Two officers from Sri Lanka’s Department of Government Analyst examine bloodstains at the Batalanda Housing Scheme. The Batalanda Commission found Ranil Wickremasinghe and the police officer Nalin Delgoda “responsible for the maintenance of places of unlawful detention and torture chambers.”Chandraguptha Amarasinghe / Batalanda Commission Report

Ranil Wickremesinghe in the hot seat over Batalanda torture site

Why I confronted the former president with the Batalanda Commission report during his Al Jazeera interview – and why Sri Lanka must face up to the torture, disappearances and human rights abuses of the 1980s JVP insurrection

Frances Harrison is the author of ‘Still Counting the Dead’ (2012), a book of survivors’ stories from the end of the civil war in Sri Lanka. She set up and runs the International Truth and Justice Project alongside the South African human rights lawyer Yasmin Sooka. She was a foreign correspondent for the BBC in Sri Lanka (2000–2004), as well as in Pakistan, Malaysia, Bangladesh and Iran.

Published on

WHEN WE STARTED getting messages that the International Truth and Justice Project (ITJP) website was not working, in the wake of an Al Jazeera interview with the former Sri Lankan president Ranil Wickremesinghe aired on 6 March, I assumed the site had been hacked or attacked. It did not occur to me that our server had been overwhelmed by the sheer volume of traffic to the site. Suddenly, a quarter of a century after it had been released, everyone wanted to read the “Report of the Commission of Inquiry into the Establishment and Maintenance of Places of Unlawful Detention and Torture Chambers at the Batalanda Housing Scheme” – better known as the Batalanda Commission report.

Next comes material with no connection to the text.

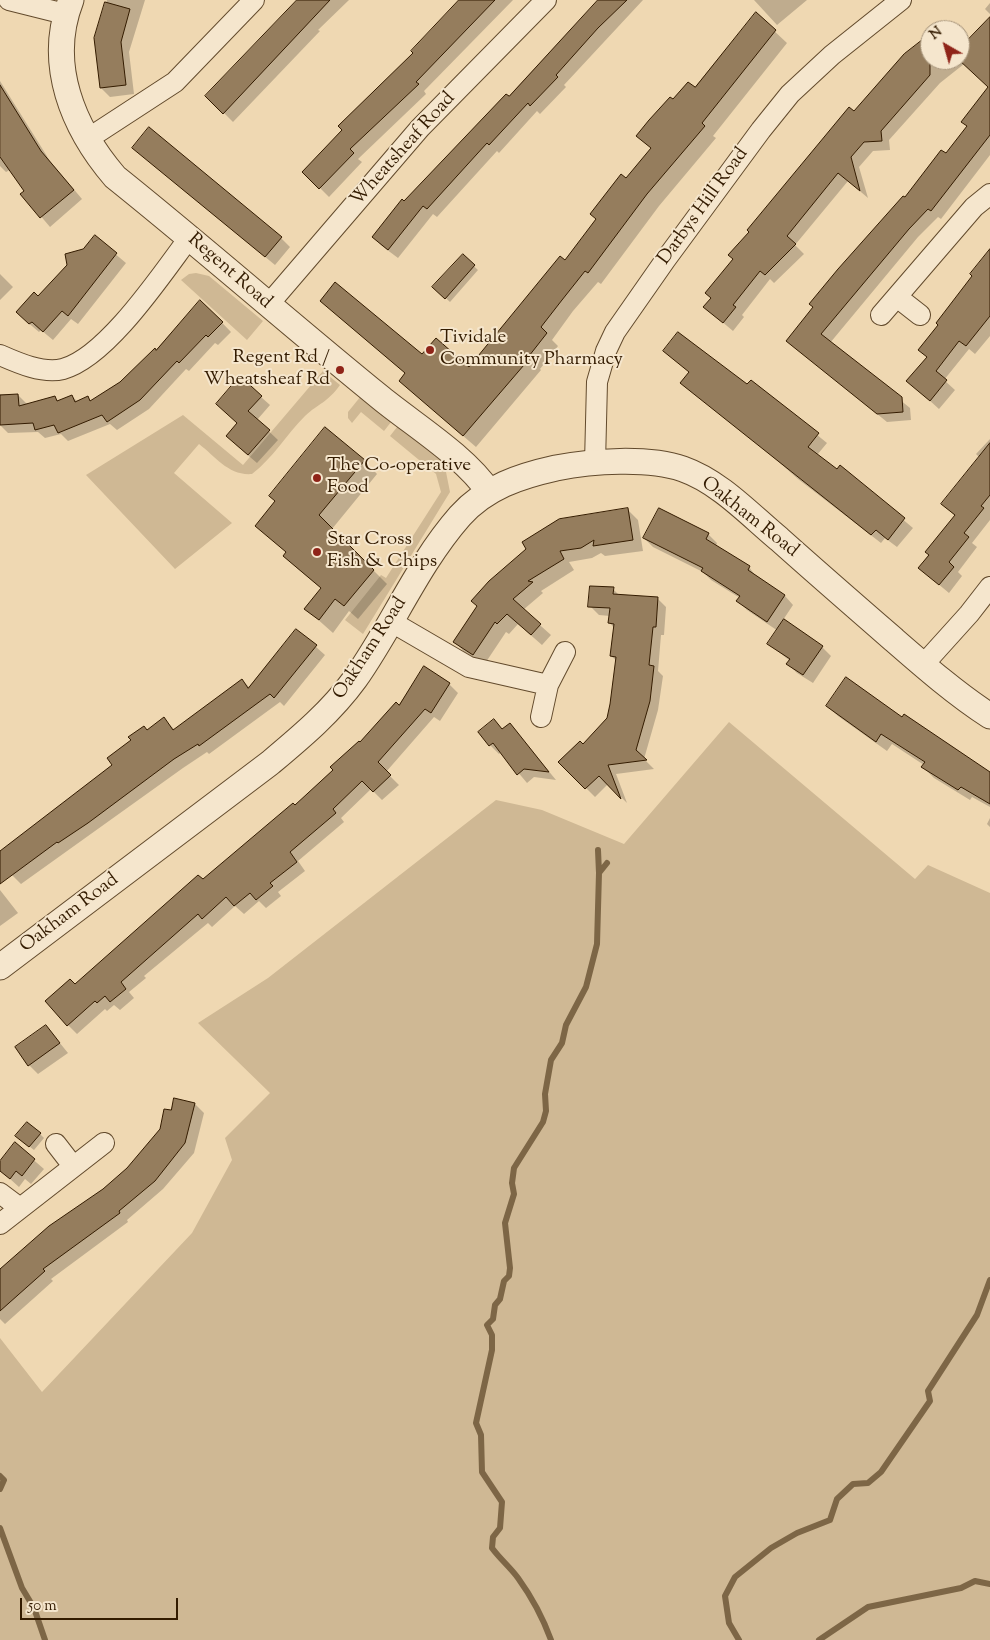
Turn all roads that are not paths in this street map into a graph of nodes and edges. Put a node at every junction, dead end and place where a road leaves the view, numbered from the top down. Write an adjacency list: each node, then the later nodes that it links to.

I went to Sri Lanka as a BBC correspondent in late 2000, and I am ashamed to say that I, like so many others, had never heard about the report then; there were just occasional whispers about something from a previous time. Nobody mentioned the presidential commission of inquiry. The silence around the wave of disappearances and killings in the South of Sri Lanka during an uprising by the leftist Janatha Vimukthi Peramuna (JVP) in the late 1980s was pervasive.